Melodious and moving recordings of deep tracks like “All Day All Night” and “High Tide or Low Tide” (by the way, the two bonus tracks on the release of Marley’s 2001 CD Take a fire) will cause reggae newbies to dig deeper into Marley’s songbook. Reggae and jazz fans may be moved to find out more about Acute Inflections.
The duo’s talent for filling a song with just voice and acoustic bass, which they have refined over four albums in as many years, shines brightly on these beautiful songs which have become so many musical touchstones since their original recordings. from the 1970s. Memorable music by an innovative young duo, 400 is a captivating celebration of Bob Marley.
2B3 – “Jimi” (self-published)
Organist Jeff Jenkins joins guitarist Mike Abbott and drummer Mike Marlier as 2B3, working to extend the organ trio’s tradition to their other musical passions of funk, pop music and classical rock.
Their tribute to the greatest rock guitarist in history, Jimi Hendrix, Jimi leans strongly towards hard rock.

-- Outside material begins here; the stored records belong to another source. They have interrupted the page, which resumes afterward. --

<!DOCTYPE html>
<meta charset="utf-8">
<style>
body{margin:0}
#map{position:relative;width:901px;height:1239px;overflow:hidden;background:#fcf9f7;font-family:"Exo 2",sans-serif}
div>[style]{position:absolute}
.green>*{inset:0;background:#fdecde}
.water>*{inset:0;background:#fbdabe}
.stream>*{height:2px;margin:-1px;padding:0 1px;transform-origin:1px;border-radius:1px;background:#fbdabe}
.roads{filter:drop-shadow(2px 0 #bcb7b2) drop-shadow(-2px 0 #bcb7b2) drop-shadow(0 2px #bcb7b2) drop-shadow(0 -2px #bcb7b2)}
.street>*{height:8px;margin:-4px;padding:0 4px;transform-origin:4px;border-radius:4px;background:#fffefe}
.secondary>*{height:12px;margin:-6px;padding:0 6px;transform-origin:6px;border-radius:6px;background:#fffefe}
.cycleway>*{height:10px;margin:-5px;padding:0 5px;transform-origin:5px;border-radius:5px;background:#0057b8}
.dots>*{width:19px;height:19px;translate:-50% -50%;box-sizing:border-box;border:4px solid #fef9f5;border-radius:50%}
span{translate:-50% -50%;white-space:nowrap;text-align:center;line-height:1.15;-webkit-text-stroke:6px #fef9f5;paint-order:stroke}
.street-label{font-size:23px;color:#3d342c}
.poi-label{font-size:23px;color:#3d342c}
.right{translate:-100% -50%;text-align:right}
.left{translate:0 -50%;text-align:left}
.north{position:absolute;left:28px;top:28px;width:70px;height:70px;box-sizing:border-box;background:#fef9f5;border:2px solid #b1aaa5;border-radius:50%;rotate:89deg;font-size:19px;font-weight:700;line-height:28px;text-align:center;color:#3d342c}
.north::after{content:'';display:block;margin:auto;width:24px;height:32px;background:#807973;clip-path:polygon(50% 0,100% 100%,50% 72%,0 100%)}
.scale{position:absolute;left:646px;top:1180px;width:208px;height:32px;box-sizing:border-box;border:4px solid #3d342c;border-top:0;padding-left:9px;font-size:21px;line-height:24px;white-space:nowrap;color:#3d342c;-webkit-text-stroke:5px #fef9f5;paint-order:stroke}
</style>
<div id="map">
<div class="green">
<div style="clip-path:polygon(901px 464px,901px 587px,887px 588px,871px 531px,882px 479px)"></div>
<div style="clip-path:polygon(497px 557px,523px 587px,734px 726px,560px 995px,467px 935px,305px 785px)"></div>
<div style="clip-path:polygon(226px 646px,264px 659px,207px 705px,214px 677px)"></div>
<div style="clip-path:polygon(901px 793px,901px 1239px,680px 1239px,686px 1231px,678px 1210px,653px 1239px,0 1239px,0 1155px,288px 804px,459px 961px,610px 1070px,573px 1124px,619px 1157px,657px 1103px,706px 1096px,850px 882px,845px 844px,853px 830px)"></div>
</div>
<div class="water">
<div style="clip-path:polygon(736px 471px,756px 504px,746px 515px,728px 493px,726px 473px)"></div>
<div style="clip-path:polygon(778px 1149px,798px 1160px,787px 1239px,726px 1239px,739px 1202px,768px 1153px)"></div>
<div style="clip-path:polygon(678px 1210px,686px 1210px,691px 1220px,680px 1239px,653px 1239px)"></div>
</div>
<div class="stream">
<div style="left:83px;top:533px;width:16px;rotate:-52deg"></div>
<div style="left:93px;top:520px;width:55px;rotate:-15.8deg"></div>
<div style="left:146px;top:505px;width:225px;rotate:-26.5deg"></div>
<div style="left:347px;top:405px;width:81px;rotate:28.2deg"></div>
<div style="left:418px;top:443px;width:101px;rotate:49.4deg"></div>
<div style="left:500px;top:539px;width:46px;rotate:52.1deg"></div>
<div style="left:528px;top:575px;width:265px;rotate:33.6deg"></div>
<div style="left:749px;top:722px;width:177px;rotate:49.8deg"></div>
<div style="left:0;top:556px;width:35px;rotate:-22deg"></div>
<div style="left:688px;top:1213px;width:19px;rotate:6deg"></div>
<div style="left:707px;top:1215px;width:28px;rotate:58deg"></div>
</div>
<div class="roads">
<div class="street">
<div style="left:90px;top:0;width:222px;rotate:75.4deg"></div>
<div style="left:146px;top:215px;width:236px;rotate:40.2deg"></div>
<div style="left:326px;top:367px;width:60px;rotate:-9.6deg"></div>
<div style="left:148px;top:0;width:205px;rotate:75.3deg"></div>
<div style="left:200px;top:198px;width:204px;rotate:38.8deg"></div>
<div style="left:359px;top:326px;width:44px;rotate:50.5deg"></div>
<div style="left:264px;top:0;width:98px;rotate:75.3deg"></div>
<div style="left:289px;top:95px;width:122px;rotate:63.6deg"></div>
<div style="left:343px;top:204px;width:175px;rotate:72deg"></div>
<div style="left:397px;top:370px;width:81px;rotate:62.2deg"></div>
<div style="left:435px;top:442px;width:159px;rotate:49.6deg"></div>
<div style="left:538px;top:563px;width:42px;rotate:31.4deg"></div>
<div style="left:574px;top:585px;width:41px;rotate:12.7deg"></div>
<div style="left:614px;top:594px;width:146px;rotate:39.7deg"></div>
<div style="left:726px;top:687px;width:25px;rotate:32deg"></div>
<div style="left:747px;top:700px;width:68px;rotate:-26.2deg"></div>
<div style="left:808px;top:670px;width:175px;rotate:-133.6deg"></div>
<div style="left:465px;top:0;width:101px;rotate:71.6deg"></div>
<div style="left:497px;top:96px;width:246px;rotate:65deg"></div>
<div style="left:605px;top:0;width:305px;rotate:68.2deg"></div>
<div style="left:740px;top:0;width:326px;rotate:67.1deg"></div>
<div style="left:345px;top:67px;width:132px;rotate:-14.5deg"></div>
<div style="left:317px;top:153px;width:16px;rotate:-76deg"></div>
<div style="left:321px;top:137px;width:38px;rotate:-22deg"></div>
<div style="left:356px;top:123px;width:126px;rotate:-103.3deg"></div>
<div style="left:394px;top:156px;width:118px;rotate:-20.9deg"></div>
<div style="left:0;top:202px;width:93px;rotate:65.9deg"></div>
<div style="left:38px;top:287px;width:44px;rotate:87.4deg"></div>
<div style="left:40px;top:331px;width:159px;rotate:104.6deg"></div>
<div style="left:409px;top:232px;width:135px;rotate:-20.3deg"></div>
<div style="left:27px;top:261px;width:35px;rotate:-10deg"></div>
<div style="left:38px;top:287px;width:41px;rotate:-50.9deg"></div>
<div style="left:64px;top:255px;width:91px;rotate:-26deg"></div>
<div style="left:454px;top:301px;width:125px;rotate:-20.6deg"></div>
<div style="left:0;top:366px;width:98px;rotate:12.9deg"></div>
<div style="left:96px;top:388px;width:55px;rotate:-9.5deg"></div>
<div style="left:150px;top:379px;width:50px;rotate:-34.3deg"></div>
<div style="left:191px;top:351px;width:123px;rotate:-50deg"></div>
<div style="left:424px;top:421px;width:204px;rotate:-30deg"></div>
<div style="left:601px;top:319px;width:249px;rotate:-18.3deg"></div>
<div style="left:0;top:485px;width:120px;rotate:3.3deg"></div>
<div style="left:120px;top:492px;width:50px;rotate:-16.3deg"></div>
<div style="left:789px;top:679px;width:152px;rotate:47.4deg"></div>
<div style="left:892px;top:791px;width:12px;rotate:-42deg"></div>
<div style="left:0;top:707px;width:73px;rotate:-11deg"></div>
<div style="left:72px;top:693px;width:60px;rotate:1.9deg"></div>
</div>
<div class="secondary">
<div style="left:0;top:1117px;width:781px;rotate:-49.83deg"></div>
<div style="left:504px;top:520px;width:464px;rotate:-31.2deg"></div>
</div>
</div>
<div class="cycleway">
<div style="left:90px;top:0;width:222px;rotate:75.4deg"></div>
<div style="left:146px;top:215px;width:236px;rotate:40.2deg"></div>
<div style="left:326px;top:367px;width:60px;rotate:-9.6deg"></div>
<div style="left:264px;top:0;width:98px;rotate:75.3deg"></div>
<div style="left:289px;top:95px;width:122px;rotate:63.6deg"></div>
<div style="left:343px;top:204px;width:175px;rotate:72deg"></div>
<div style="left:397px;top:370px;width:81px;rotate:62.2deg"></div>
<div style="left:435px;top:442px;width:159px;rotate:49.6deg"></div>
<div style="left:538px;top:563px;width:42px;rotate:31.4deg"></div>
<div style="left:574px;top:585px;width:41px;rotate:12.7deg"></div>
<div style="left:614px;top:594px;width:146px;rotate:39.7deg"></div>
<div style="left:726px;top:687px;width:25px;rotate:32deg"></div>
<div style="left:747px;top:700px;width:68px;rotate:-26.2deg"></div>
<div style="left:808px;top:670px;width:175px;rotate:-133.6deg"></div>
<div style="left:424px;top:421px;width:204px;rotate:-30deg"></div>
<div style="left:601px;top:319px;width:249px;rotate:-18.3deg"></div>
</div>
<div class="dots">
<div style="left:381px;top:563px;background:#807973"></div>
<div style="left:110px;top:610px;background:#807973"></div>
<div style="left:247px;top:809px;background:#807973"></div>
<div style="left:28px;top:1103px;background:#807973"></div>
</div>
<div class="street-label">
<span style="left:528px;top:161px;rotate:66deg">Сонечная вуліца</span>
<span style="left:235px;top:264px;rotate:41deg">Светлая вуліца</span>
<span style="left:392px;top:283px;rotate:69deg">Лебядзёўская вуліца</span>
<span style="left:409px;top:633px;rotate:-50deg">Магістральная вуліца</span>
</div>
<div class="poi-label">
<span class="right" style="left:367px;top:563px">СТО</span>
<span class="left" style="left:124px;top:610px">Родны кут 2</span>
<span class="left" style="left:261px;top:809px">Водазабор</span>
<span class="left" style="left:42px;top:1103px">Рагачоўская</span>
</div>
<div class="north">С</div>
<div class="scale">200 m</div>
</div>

Heavy is right. Abbott’s guitar went up to 11, and these three veterans really go wild on this collection of ultra-heavy grooves.
Twenty years of frequent collaborations have strengthened this organ trio, which serves 2B3 well as they re-imagine these songs with complex time signatures and sudden changes in direction and tempo.
The three musicians are also jazz educators in Colorado and developed this tribute project after exploring the jazz arrangements of Prince’s songs. Prince’s unique pop progression – a stylistic successor to Hendrix’s soul side – to this classic rock catalog was natural.
Thick distortion effects color Abbott’s guitar as the album opens with “Purple Haze”; Jenkins gets a gritty sound from his organ and Marlier fuses his jazz chops with the liveliness of progressive rock.
The beautiful ballad “Little Wing” has a lighter touch, taking inspiration from delicious Abbott chordwork and Jenkins’ gospel-tinged organ solo that feels like a trip to church. The church in heaven, maybe?
More abstract rearrangements of “Fire” and “Foxey Lady” use the well-known melodies as stepping stones to conduct improvisation flights. Here’s where the comparisons could be detrimental. No one can emulate the Hendrix style of guitar without sounding like a cheap knockoff. Abbott remains in his own musical personality, which might cause rock fans to rush to their Hendrix records.
The closest for the 2B3 Jimi homage is an original tune. “Jimi” gives drummer Marlier the chance to decorate the intro with a relaxed solo, then Abbott and Jenkins gradually build the song into a mountain of sonorous colors. It’s an epic, psychedelic portrayal of a musician who deserves the pedestal his fans have placed him on.